Can007 commented 10 years ago

Hello，I get following exception when using logstash-kafka. What could cause the iterator to have FAILED state. Please let me know how I can fix this issue.thanks in advance. Kafka::Consumer caught exception: Java::JavaLang::IllegalStateException Iterator is in failed state

joekiller commented 10 years ago

Can you provide a way to recreate this? Searching the error on google indicates that the iterator is being used before hasNext() is ready.
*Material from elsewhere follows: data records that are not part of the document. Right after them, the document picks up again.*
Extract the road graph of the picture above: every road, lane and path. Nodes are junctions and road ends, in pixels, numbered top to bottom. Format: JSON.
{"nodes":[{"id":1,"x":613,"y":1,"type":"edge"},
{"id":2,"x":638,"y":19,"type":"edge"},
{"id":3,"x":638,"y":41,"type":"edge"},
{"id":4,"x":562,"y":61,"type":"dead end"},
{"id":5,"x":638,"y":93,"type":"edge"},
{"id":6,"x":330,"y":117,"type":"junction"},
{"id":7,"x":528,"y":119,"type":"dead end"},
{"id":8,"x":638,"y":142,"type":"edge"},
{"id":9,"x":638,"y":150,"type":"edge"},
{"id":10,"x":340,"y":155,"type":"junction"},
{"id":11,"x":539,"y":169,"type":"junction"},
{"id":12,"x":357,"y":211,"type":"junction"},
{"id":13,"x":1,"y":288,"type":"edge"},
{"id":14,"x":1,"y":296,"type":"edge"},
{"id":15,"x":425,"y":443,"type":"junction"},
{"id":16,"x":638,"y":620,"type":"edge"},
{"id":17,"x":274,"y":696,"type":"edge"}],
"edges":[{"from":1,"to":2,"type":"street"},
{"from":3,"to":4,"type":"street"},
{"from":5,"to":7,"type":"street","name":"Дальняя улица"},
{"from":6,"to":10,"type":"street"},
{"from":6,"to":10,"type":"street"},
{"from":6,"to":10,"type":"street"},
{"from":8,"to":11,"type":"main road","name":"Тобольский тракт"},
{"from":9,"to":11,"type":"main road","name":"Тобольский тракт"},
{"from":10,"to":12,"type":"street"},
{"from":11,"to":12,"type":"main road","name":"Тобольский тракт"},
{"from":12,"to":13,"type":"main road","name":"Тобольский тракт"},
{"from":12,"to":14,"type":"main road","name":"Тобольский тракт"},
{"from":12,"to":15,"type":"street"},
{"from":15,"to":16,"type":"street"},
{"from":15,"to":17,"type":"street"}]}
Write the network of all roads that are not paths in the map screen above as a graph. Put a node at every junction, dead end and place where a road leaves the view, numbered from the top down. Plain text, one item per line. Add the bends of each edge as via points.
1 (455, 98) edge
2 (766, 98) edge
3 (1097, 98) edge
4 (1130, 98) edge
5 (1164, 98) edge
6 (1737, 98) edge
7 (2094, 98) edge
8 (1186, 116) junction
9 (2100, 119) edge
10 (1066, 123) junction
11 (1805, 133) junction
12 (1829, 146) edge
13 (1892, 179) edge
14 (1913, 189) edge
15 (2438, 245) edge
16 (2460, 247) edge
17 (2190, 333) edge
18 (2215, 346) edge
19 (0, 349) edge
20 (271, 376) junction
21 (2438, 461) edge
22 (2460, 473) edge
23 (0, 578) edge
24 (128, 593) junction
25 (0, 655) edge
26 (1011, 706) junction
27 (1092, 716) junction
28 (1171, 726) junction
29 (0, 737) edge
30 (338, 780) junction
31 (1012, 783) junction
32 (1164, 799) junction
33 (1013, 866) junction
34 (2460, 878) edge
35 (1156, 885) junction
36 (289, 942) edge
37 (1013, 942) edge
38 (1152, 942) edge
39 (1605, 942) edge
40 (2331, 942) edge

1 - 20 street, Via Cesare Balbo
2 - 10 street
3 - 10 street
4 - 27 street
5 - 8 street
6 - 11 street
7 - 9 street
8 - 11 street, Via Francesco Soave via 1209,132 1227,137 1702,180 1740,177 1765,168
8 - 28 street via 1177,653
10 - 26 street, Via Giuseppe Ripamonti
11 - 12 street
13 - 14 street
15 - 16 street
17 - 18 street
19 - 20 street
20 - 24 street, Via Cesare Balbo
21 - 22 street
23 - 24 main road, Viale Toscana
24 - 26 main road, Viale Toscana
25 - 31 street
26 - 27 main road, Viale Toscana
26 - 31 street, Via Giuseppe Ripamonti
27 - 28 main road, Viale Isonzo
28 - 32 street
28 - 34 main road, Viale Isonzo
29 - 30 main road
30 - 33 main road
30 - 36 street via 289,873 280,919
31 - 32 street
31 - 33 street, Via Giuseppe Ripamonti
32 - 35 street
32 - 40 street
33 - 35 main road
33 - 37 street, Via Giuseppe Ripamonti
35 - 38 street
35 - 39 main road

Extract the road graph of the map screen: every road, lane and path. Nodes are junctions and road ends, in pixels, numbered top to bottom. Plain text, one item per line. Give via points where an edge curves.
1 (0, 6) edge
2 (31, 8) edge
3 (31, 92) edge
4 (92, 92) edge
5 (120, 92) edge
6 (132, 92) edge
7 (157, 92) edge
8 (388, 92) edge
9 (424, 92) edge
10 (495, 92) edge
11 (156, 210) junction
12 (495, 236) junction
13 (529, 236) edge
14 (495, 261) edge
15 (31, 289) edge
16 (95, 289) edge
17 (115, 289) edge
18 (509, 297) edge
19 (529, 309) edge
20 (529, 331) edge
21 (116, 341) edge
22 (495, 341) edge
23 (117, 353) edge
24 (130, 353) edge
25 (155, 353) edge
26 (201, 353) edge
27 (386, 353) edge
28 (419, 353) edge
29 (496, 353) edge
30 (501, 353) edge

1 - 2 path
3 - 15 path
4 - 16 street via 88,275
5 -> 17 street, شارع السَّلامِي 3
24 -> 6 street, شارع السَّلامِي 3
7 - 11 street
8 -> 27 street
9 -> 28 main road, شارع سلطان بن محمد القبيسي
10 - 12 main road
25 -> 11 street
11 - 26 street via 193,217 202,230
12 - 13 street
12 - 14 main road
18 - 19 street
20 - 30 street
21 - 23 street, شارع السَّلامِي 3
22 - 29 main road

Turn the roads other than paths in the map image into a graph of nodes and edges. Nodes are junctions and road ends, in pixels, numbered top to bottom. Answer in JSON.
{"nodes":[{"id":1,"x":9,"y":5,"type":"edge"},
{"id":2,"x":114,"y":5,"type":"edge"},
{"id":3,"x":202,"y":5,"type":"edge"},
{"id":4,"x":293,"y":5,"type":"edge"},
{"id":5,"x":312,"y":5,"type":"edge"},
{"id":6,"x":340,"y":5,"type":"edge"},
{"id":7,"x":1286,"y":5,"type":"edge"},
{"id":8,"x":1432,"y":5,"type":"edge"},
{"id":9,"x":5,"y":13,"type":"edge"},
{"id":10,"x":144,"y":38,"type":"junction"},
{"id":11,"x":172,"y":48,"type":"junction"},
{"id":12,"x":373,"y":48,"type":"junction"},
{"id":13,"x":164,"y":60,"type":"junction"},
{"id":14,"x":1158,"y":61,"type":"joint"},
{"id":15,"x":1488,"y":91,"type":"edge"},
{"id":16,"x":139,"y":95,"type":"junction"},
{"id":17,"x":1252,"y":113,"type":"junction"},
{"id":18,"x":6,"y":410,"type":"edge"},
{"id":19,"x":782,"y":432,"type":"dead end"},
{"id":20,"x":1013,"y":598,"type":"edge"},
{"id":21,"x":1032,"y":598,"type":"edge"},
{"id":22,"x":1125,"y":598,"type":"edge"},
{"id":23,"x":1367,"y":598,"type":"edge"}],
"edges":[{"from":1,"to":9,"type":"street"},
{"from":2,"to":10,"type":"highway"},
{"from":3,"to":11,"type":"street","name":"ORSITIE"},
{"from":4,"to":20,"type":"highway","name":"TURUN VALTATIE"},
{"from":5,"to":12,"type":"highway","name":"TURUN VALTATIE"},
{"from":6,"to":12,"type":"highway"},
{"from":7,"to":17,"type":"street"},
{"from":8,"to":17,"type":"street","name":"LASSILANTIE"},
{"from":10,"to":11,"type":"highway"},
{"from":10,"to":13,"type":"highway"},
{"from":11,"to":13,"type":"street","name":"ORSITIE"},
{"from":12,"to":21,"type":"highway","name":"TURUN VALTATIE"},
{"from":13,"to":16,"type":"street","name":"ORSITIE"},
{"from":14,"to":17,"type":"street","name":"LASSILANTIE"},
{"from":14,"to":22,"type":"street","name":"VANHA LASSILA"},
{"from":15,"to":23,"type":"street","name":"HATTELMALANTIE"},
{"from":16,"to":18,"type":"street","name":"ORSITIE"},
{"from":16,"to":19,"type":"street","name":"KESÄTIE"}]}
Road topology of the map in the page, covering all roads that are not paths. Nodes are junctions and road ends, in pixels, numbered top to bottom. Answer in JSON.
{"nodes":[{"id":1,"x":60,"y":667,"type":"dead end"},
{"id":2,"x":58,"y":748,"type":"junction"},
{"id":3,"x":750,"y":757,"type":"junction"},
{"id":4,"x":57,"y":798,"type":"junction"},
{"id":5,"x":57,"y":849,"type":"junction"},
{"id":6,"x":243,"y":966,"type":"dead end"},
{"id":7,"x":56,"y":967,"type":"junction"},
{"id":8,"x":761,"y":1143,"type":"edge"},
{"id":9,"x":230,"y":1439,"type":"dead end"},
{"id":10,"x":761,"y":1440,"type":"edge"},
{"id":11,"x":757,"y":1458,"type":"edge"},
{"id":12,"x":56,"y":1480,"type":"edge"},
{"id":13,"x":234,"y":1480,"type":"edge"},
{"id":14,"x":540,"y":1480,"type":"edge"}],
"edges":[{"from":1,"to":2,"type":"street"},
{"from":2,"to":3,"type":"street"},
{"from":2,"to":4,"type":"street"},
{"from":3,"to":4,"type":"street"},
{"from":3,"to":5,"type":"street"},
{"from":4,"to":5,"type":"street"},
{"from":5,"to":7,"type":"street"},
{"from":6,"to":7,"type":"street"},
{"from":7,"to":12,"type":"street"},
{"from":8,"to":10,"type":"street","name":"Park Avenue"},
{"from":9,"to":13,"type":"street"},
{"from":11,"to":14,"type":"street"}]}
Can007 commented 10 years ago

Thanks for your reply.I just opened six logstash to consumption in kafka, there are two can't work and throw this exception，but they sometimes can work again and still throw this exception.What's the problem with the following configuration? input { kafka{ zk_connect => "**" topic_id => "lb" queue_size => 20 consumer_threads => 4 consumer_timeout_ms => 300

fetch_message_max_btes => 16777216

}

joekiller commented 10 years ago

How many partitions are on the topic? Most likely you have more consumer threads than partitions so some cannot consume anything. On Nov 10, 2014 12:40 AM, "Can007" notifications@github.com wrote:

Thanks for your reply.I just opened six logstash to consumption in kafka, there are two can't work and throw this exception，but they sometimes can work again and still throw this exception.What's the problem with the following configuration? input { kafka{ zk_connect => "**" topic_id => "lb" queue_size => 20 consumer_threads => 4 consumer_timeout_ms => 300

fetch_message_max_btes => 16777216

} }

— Reply to this email directly or view it on GitHub https://github.com/joekiller/logstash-kafka/issues/44#issuecomment-62343784 .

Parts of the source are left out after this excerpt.